Statistical issues emerging in training and evaluating classification models in presence of rare events

The problem of modeling binary responses by using cross sectional data has found a number of satisfying solutions extending throughout both parametric and nonparametric methods. Examples are traditional classification models like logistic regression, discriminant analysis, classification trees or procedures at the forefront as neural networks or combinations of classifiers (bagging, boosting, random forests). These models are based on the implicit assumption that the distribution of the responses is well balanced over the sample. However, there exist many real situations where it is a priori known that one of the two responses (usually the most interesting for the analysis) is rare. This class imbalance occurs in several domains as for example finance (detection of defaulter credit applicants), epidemiology (diagnosis of rare diseases), social sciences (analysis of anomalous behaviors), computer sciences (identification of some features of interest in image data).

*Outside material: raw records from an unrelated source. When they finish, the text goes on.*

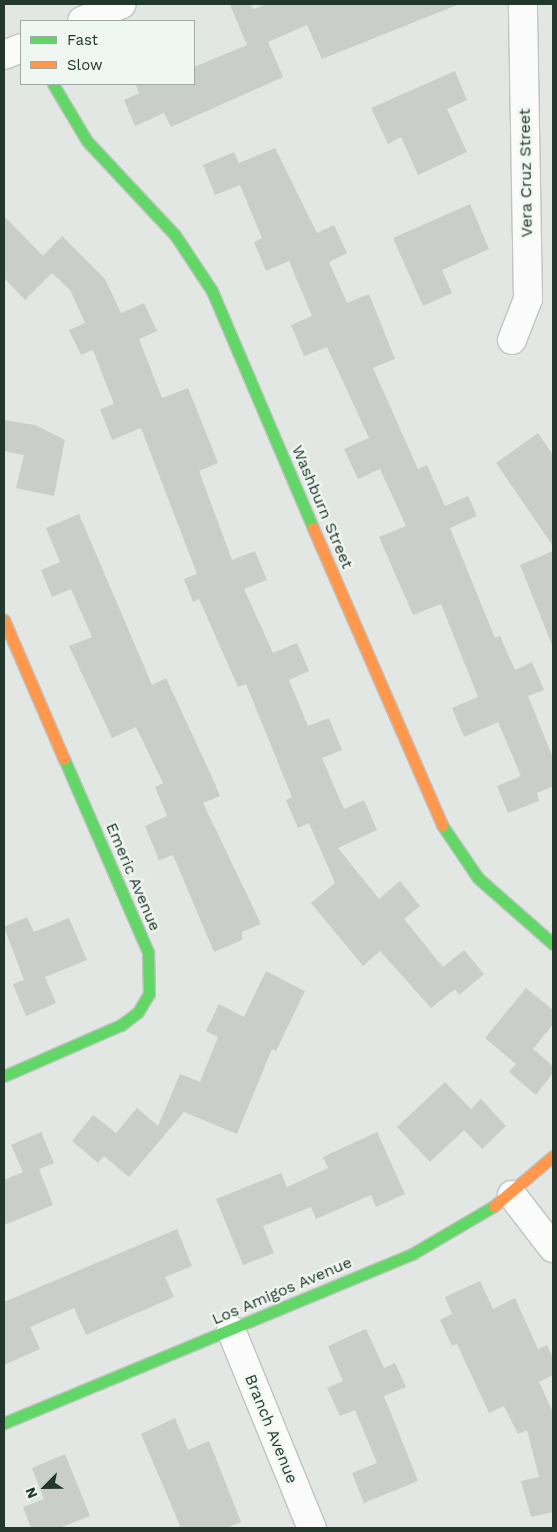 <!DOCTYPE html>
<style>
body{margin:0}
#map{position:relative;width:557px;height:1532px;overflow:hidden;background:#e2e7e4;font-family:"Work Sans",sans-serif}
div>[style]{position:absolute}
.building>*{inset:0;background:#c9cecb}
.roads{filter:drop-shadow(1px 0 #bfc4c1) drop-shadow(-1px 0 #bfc4c1) drop-shadow(0 1px #bfc4c1) drop-shadow(0 -1px #bfc4c1)}
.street>*{height:28px;margin:-14px;padding:0 14px;transform-origin:14px;border-radius:14px;background:#fbfbfb}
.fast>*{height:11px;margin:-5.5px;padding:0 5.5px;transform-origin:5.5px;border-radius:5.5px;background:#63d668}
.slow>*{height:11px;margin:-5.5px;padding:0 5.5px;transform-origin:5.5px;border-radius:5.5px;background:#ff974d}
span{translate:-50% -50%;white-space:nowrap;text-align:center;line-height:1.15;-webkit-text-stroke:4.5px #f0f6f1;paint-order:stroke}
.street-label{font-size:16px;color:#22382d}
.frame{position:absolute;inset:0;border:5px solid #22382d;pointer-events:none}
.legend{position:absolute;left:20px;top:20px;width:175px;height:65px;box-sizing:border-box;background:#f0f6f1;border:1px solid #9eaaa3;margin:0;padding:6px 9px;list-style:none;font-size:15px;color:#22382d}
.legend li{display:flex;align-items:center;gap:10px;height:25px}
.legend b{width:25px;border:1px solid #9eaaa3}
.north{position:absolute;left:20px;top:1462px;width:50px;height:50px;-webkit-text-stroke:4px #f0f6f1;paint-order:stroke;rotate:247deg;font-size:14px;font-weight:700;line-height:20px;text-align:center;color:#22382d}
.north::after{content:'';display:block;margin:auto;width:18px;height:22px;background:#22382d;clip-path:polygon(50% 0,100% 100%,50% 72%,0 100%)}
</style>
<div id="map">
<div class="building">
<div style="clip-path:polygon(234px 4px,251px 4px,253px 9px,267px 4px,457px 5px,322px 59px,307px 25px,268px 42px,283px 77px,171px 127px,164px 113px,135px 126px,124px 100px,139px 93px,135px 84px,194px 84px,194px 67px,247px 45px,230px 5px)"></div>
<div style="clip-path:polygon(455px 71px,467px 100px,447px 109px,467px 152px,418px 175px,401px 137px,388px 144px,371px 108px)"></div>
<div style="clip-path:polygon(275px 148px,317px 233px,334px 225px,347px 253px,329px 262px,347px 303px,369px 294px,395px 359px,373px 368px,418px 469px,427px 465px,445px 506px,468px 496px,477px 516px,450px 528px,495px 638px,500px 636px,515px 670px,532px 662px,544px 690px,528px 696px,553px 758px,553px 786px,537px 793px,539px 801px,508px 813px,497px 786px,521px 776px,498px 722px,464px 737px,452px 708px,478px 697px,441px 604px,413px 615px,379px 537px,406px 526px,380px 469px,358px 479px,344px 449px,369px 438px,327px 347px,304px 356px,291px 325px,312px 316px,289px 261px,266px 271px,254px 242px,262px 238px,240px 185px,215px 195px,203px 165px,234px 152px,239px 163px)"></div>
<div style="clip-path:polygon(470px 204px,489px 249px,442px 270px,452px 293px,423px 306px,393px 238px)"></div>
<div style="clip-path:polygon(4px 216px,43px 256px,62px 236px,105px 279px,121px 313px,144px 303px,157px 331px,139px 339px,162px 398px,188px 388px,218px 463px,199px 471px,232px 560px,255px 551px,267px 580px,244px 589px,273px 653px,297px 643px,309px 671px,289px 680px,308px 726px,329px 718px,342px 750px,322px 758px,344px 809px,364px 800px,377px 830px,338px 848px,379px 899px,400px 881px,420px 906px,404px 919px,443px 967px,464px 950px,484px 974px,459px 995px,455px 989px,431px 1008px,380px 951px,363px 966px,311px 903px,335px 883px,309px 823px,298px 828px,286px 800px,292px 797px,246px 684px,238px 687px,199px 599px,193px 602px,184px 579px,197px 574px,141px 428px,112px 440px,100px 409px,114px 404px,93px 350px,81px 355px,69px 330px,85px 323px,70px 290px,52px 273px,25px 300px,4px 278px)"></div>
<div style="clip-path:polygon(4px 420px,35px 425px,65px 440px,54px 496px,16px 488px,24px 455px,4px 451px)"></div>
<div style="clip-path:polygon(538px 433px,553px 455px,553px 546px,496px 463px)"></div>
<div style="clip-path:polygon(79px 514px,152px 685px,166px 678px,212px 777px,220px 796px,203px 803px,261px 924px,242px 932px,242px 940px,214px 952px,173px 855px,159px 860px,145px 826px,167px 816px,155px 787px,163px 783px,136px 727px,112px 738px,69px 646px,92px 637px,71px 589px,52px 597px,41px 570px,60px 562px,46px 528px)"></div>
<div style="clip-path:polygon(553px 551px,553px 645px,552px 645px,520px 565px)"></div>
<div style="clip-path:polygon(27px 917px,34px 932px,69px 918px,87px 960px,45px 977px,56px 1003px,26px 1016px,13px 984px,24px 980px,4px 927px)"></div>
<div style="clip-path:polygon(266px 971px,305px 991px,276px 1051px,272px 1049px,237px 1134px,184px 1112px,129px 1177px,104px 1156px,98px 1163px,72px 1141px,93px 1115px,116px 1133px,137px 1108px,158px 1126px,180px 1074px,200px 1082px,218px 1037px,206px 1031px,219px 1004px,244px 1017px)"></div>
<div style="clip-path:polygon(526px 988px,553px 1010px,553px 1024px,533px 1049px,553px 1066px,553px 1073px,536px 1095px,509px 1072px,516px 1064px,485px 1038px)"></div>
<div style="clip-path:polygon(445px 1082px,471px 1109px,481px 1099px,506px 1126px,482px 1149px,464px 1130px,430px 1162px,397px 1127px)"></div>
<div style="clip-path:polygon(41px 1132px,54px 1163px,39px 1169px,53px 1205px,4px 1225px,4px 1180px,23px 1172px,11px 1145px)"></div>
<div style="clip-path:polygon(377px 1132px,405px 1194px,376px 1207px,371px 1195px,316px 1219px,311px 1207px,263px 1226px,274px 1253px,243px 1265px,216px 1199px,281px 1173px,287px 1187px,328px 1168px,323px 1157px)"></div>
<div style="clip-path:polygon(177px 1229px,192px 1266px,165px 1277px,174px 1297px,86px 1335px,74px 1308px,30px 1327px,40px 1349px,4px 1365px,4px 1302px)"></div>
<div style="clip-path:polygon(480px 1281px,493px 1309px,515px 1298px,538px 1349px,547px 1345px,553px 1358px,553px 1375px,539px 1382px,553px 1412px,553px 1512px,531px 1517px,521px 1481px,539px 1477px,527px 1430px,518px 1434px,504px 1406px,489px 1413px,457px 1344px,452px 1346px,440px 1320px,452px 1314px,445px 1297px)"></div>
<div style="clip-path:polygon(366px 1329px,384px 1368px,395px 1363px,406px 1387px,384px 1396px,418px 1481px,364px 1503px,352px 1473px,377px 1463px,355px 1410px,340px 1416px,327px 1388px,343px 1381px,328px 1346px)"></div>
<div style="clip-path:polygon(175px 1418px,188px 1450px,209px 1441px,241px 1522px,226px 1528px,181px 1528px,141px 1434px)"></div>
<div style="clip-path:polygon(65px 1454px,90px 1516px,59px 1528px,31px 1528px,23px 1507px,44px 1499px,32px 1468px)"></div>
</div>
<div class="roads">
<div class="street">
<div style="left:82px;top:21px;width:43px;rotate:-23deg"></div>
<div style="left:4px;top:55px;width:18px;rotate:-22deg"></div>
<div style="left:512px;top:340px;width:44px;rotate:-68.7deg"></div>
<div style="left:528px;top:299px;width:295px;rotate:-91deg"></div>
<div style="left:512px;top:1195px;width:67px;rotate:52.3deg"></div>
<div style="left:231px;top:1330px;width:214px;rotate:67.8deg"></div>
</div>
<div class="fast">
<div style="left:53px;top:84px;width:66px;rotate:59.2deg"></div>
<div style="left:87px;top:141px;width:129px;rotate:46.9deg"></div>
<div style="left:175px;top:235px;width:67px;rotate:56.5deg"></div>
<div style="left:212px;top:291px;width:258px;rotate:66.9deg"></div>
<div style="left:442px;top:825px;width:64px;rotate:55.8deg"></div>
<div style="left:478px;top:878px;width:100px;rotate:41.3deg"></div>
<div style="left:4px;top:1076px;width:128px;rotate:-23.6deg"></div>
<div style="left:121px;top:1025px;width:21px;rotate:-37deg"></div>
<div style="left:138px;top:1012px;width:21px;rotate:-59deg"></div>
<div style="left:149px;top:994px;width:42px;rotate:-91.4deg"></div>
<div style="left:148px;top:952px;width:210px;rotate:-113.5deg"></div>
<div style="left:4px;top:1423px;width:442px;rotate:-22.5deg"></div>
<div style="left:412px;top:1254px;width:95px;rotate:-30.3deg"></div>
</div>
<div class="slow">
<div style="left:313px;top:528px;width:324px;rotate:66.5deg"></div>
<div style="left:4px;top:620px;width:151px;rotate:66.7deg"></div>
<div style="left:494px;top:1206px;width:77px;rotate:-40.3deg"></div>
</div>
</div>
<div class="street-label">
<span style="left:526px;top:173px;rotate:-91deg">Vera Cruz Street</span>
<span style="left:322px;top:507px;rotate:67deg">Washburn Street</span>
<span style="left:133px;top:877px;rotate:67deg">Emeric Avenue</span>
<span style="left:282px;top:1291px;rotate:-23deg">Los Amigos Avenue</span>
<span style="left:271px;top:1429px;rotate:68deg">Branch Avenue</span>
</div>
<div class="frame"></div>
<ul class="legend">
<li><b style="height:6px;background:#63d668"></b>Fast</li>
<li><b style="height:6px;background:#ff974d"></b>Slow</li>
</ul>
<div class="north">N</div>
</div>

The class imbalance heavily afiects both the model estimation and the evaluation of its accuracy. Classification methods are in fact conceived to estimate the model that best fits the data according to some criterion of global accuracy. When data are unbalanced the model tends to focus on the prevalent class and ignore the rare events (Japkowicz, and Stephen, 2002). Moreover, when evaluating the quality of the classification, the same measures of global accuracy may lead to misleading results or even if alternative error measures are used, the scarcity of data conducts to high variance estimates of the error rate, especially for the rare class. In this work an unified and systematic framework for dealing with both the problems is proposed, based on a smoothed bootstrap form of re-sampling from data. The proposed technique includes some of the existing solutions as a special case, it is supported by a theoretical framework and reduces the risk of model overfitting. The presented talk is based on joint work with prof. Nicola Torelli from University of Trieste.